Generally speaking, I focus more on being the right way to interest a woman, as opposed to doing the right things to seduce her. In fact, my most enjoyable love connections required very little effort to be different than I actually was. I’ve come to understand that pretending to be stronger, wiser, richer, taller, older, younger, or in general, better than I actually am only works in the short term. Soon, reality surfaces, and as I’ve found, if she doesn’t like the real you, you’ll lose her regardless of how well you deceived her prior.
I don’t believe in exaggerating our accomplishments or hiding our shortcomings. My conscience won’t allow it. In short: Leave that best foot at home, and let people meet the real you, right from the start. While you may not interest as many women initially, the ones that do come to you will probably stay interested longer, and the connections you form with them will be more rewarding.

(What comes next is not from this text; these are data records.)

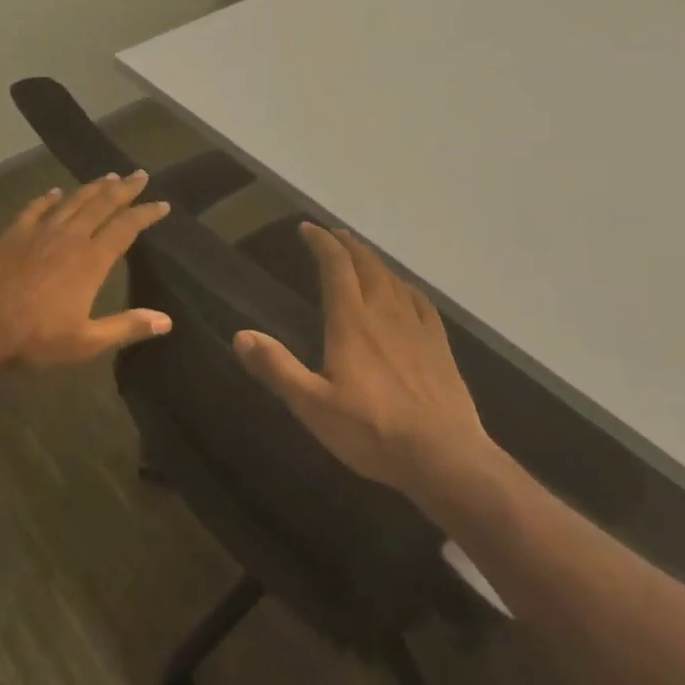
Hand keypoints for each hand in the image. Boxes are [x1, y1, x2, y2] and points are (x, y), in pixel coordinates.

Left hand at [0, 172, 173, 368]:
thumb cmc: (35, 337)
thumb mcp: (86, 341)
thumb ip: (127, 327)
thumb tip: (166, 321)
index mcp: (92, 260)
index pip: (126, 227)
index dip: (146, 214)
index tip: (162, 204)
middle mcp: (70, 237)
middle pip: (102, 204)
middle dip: (124, 189)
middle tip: (140, 175)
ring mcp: (40, 232)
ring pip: (73, 201)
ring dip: (93, 188)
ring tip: (108, 176)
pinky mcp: (13, 234)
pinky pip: (35, 209)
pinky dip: (48, 199)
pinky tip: (55, 192)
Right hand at [233, 223, 488, 496]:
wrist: (444, 456)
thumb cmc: (372, 431)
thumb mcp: (313, 405)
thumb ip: (277, 368)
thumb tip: (240, 335)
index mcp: (352, 321)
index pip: (335, 266)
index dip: (321, 242)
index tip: (307, 228)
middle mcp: (384, 313)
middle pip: (366, 265)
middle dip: (347, 245)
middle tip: (333, 234)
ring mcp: (416, 328)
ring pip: (392, 279)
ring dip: (373, 260)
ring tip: (361, 255)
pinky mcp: (439, 346)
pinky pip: (420, 302)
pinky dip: (405, 286)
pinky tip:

This basic philosophy is THE cornerstone of my entire “technique” for impressing ladies.
Be Assertive But Reserved
One lesson I learned early on how to attract women is: Don’t try too hard. I’ve found that scheming, gaming, and other covert sorts of persuasion don’t work usually. There’s only so much you can do, and attempting to do more than that might make you appear pathetic and excessively needy, as illustrated in this story about trying too much.
Remember, it’s not about quantity; but quality. Attracting one right woman is worth way more than drawing fifty of the wrong ones.
Pursuing more than one lady at a time can land you in hot water; particularly if they learn about each other. You may be drawn to one very special lady. But if she discovers that you’re courting several, she may cut you off, for good. Then, for the pursuit of quantity, you’ll have missed out on the opportunity for quality.
However, for those women that you most desire, make sure they know of your interest quickly. If you’re too slow about letting them know you like them, someone else may come along and sweep them away from you forever.
Be Kind But Careful
Be kind; but not so kind that you seem too good to be true. Exaggerated kindness can in fact work against you.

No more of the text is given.